HOW TO COMPLETE THIS TASK »
Each entry below should be retyped exactly as given.

Records from a data source:
= = = = =

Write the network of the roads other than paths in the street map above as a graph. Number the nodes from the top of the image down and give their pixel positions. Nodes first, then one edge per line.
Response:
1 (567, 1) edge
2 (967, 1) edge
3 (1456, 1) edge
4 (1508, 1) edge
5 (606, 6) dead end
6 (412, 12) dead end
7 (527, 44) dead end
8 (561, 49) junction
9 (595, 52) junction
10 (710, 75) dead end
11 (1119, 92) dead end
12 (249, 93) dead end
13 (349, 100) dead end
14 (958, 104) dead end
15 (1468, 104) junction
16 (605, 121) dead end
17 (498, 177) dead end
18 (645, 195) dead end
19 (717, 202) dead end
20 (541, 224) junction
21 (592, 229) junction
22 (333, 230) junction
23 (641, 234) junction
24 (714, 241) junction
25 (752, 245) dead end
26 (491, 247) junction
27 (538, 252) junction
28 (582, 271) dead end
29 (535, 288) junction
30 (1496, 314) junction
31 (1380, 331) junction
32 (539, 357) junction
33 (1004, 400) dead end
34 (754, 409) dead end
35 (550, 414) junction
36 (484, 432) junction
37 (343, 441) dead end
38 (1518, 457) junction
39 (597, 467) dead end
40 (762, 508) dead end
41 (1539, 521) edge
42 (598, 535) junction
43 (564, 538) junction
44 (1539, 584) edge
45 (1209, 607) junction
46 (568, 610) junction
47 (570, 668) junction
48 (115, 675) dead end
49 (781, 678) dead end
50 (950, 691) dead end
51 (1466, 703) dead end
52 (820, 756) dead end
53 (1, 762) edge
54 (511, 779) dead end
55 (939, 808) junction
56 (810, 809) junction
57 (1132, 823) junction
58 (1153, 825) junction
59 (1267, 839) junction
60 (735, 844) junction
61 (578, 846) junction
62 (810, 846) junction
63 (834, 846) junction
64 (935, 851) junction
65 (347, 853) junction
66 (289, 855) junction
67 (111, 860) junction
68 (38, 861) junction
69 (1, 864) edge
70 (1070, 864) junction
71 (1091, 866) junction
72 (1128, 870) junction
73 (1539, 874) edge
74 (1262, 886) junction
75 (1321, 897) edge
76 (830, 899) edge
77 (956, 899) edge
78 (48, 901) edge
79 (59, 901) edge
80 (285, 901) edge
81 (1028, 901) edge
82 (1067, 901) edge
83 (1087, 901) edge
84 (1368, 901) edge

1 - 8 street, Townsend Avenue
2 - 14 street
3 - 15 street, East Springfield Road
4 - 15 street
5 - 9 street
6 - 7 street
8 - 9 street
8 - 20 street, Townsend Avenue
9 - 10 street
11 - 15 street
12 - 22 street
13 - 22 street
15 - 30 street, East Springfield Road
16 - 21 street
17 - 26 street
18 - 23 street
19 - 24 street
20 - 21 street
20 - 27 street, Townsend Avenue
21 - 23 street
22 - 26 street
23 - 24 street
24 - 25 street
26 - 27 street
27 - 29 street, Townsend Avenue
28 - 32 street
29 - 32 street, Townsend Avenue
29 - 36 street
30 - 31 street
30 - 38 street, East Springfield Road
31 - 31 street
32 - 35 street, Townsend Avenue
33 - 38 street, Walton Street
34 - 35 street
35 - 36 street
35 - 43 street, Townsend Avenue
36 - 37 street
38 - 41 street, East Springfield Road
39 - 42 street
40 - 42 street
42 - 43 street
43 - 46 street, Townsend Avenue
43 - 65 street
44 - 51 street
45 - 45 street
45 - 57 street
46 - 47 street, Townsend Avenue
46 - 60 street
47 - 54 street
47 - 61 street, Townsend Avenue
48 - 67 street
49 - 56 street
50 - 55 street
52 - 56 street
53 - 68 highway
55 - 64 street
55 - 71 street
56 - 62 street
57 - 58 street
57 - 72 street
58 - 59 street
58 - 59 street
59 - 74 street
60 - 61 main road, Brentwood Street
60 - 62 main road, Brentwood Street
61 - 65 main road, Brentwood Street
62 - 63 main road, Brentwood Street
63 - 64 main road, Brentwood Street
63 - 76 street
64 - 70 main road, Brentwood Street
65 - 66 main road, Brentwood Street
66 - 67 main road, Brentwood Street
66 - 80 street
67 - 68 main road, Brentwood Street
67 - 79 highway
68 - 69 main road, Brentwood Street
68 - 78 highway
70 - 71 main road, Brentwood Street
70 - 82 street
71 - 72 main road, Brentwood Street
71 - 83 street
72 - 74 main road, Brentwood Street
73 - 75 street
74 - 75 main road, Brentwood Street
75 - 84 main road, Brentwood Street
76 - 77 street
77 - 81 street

= = = = =

SOLVED EXERCISE »
Write the network of the roads other than paths in the street map above as a graph. Number the nodes from the top of the image down and give their pixel positions. Nodes first, then one edge per line.
Response:
1 (567, 1) edge
2 (967, 1) edge
3 (1456, 1) edge
4 (1508, 1) edge
5 (606, 6) dead end
6 (412, 12) dead end
7 (527, 44) dead end
8 (561, 49) junction
9 (595, 52) junction
10 (710, 75) dead end
11 (1119, 92) dead end
12 (249, 93) dead end
13 (349, 100) dead end
14 (958, 104) dead end
15 (1468, 104) junction
16 (605, 121) dead end
17 (498, 177) dead end
18 (645, 195) dead end
19 (717, 202) dead end
20 (541, 224) junction
21 (592, 229) junction
22 (333, 230) junction
23 (641, 234) junction
24 (714, 241) junction
25 (752, 245) dead end
26 (491, 247) junction
27 (538, 252) junction
28 (582, 271) dead end
29 (535, 288) junction
30 (1496, 314) junction
31 (1380, 331) junction
32 (539, 357) junction
33 (1004, 400) dead end
34 (754, 409) dead end
35 (550, 414) junction
36 (484, 432) junction
37 (343, 441) dead end
38 (1518, 457) junction
39 (597, 467) dead end
40 (762, 508) dead end
41 (1539, 521) edge
42 (598, 535) junction
43 (564, 538) junction
44 (1539, 584) edge
45 (1209, 607) junction
46 (568, 610) junction
47 (570, 668) junction
48 (115, 675) dead end
49 (781, 678) dead end
50 (950, 691) dead end
51 (1466, 703) dead end
52 (820, 756) dead end
53 (1, 762) edge
54 (511, 779) dead end
55 (939, 808) junction
56 (810, 809) junction
57 (1132, 823) junction
58 (1153, 825) junction
59 (1267, 839) junction
60 (735, 844) junction
61 (578, 846) junction
62 (810, 846) junction
63 (834, 846) junction
64 (935, 851) junction
65 (347, 853) junction
66 (289, 855) junction
67 (111, 860) junction
68 (38, 861) junction
69 (1, 864) edge
70 (1070, 864) junction
71 (1091, 866) junction
72 (1128, 870) junction
73 (1539, 874) edge
74 (1262, 886) junction
75 (1321, 897) edge
76 (830, 899) edge
77 (956, 899) edge
78 (48, 901) edge
79 (59, 901) edge
80 (285, 901) edge
81 (1028, 901) edge
82 (1067, 901) edge
83 (1087, 901) edge
84 (1368, 901) edge

1 - 8 street, Townsend Avenue
2 - 14 street
3 - 15 street, East Springfield Road
4 - 15 street
5 - 9 street
6 - 7 street
8 - 9 street
8 - 20 street, Townsend Avenue
9 - 10 street
11 - 15 street
12 - 22 street
13 - 22 street
15 - 30 street, East Springfield Road
16 - 21 street
17 - 26 street
18 - 23 street
19 - 24 street
20 - 21 street
20 - 27 street, Townsend Avenue
21 - 23 street
22 - 26 street
23 - 24 street
24 - 25 street
26 - 27 street
27 - 29 street, Townsend Avenue
28 - 32 street
29 - 32 street, Townsend Avenue
29 - 36 street
30 - 31 street
30 - 38 street, East Springfield Road
31 - 31 street
32 - 35 street, Townsend Avenue
33 - 38 street, Walton Street
34 - 35 street
35 - 36 street
35 - 43 street, Townsend Avenue
36 - 37 street
38 - 41 street, East Springfield Road
39 - 42 street
40 - 42 street
42 - 43 street
43 - 46 street, Townsend Avenue
43 - 65 street
44 - 51 street
45 - 45 street
45 - 57 street
46 - 47 street, Townsend Avenue
46 - 60 street
47 - 54 street
47 - 61 street, Townsend Avenue
48 - 67 street
49 - 56 street
50 - 55 street
52 - 56 street
53 - 68 highway
55 - 64 street
55 - 71 street
56 - 62 street
57 - 58 street
57 - 72 street
58 - 59 street
58 - 59 street
59 - 74 street
60 - 61 main road, Brentwood Street
60 - 62 main road, Brentwood Street
61 - 65 main road, Brentwood Street
62 - 63 main road, Brentwood Street
63 - 64 main road, Brentwood Street
63 - 76 street
64 - 70 main road, Brentwood Street
65 - 66 main road, Brentwood Street
66 - 67 main road, Brentwood Street
66 - 80 street
67 - 68 main road, Brentwood Street
67 - 79 highway
68 - 69 main road, Brentwood Street
68 - 78 highway
70 - 71 main road, Brentwood Street
70 - 82 street
71 - 72 main road, Brentwood Street
71 - 83 street
72 - 74 main road, Brentwood Street
73 - 75 street
74 - 75 main road, Brentwood Street
75 - 84 main road, Brentwood Street
76 - 77 street
77 - 81 street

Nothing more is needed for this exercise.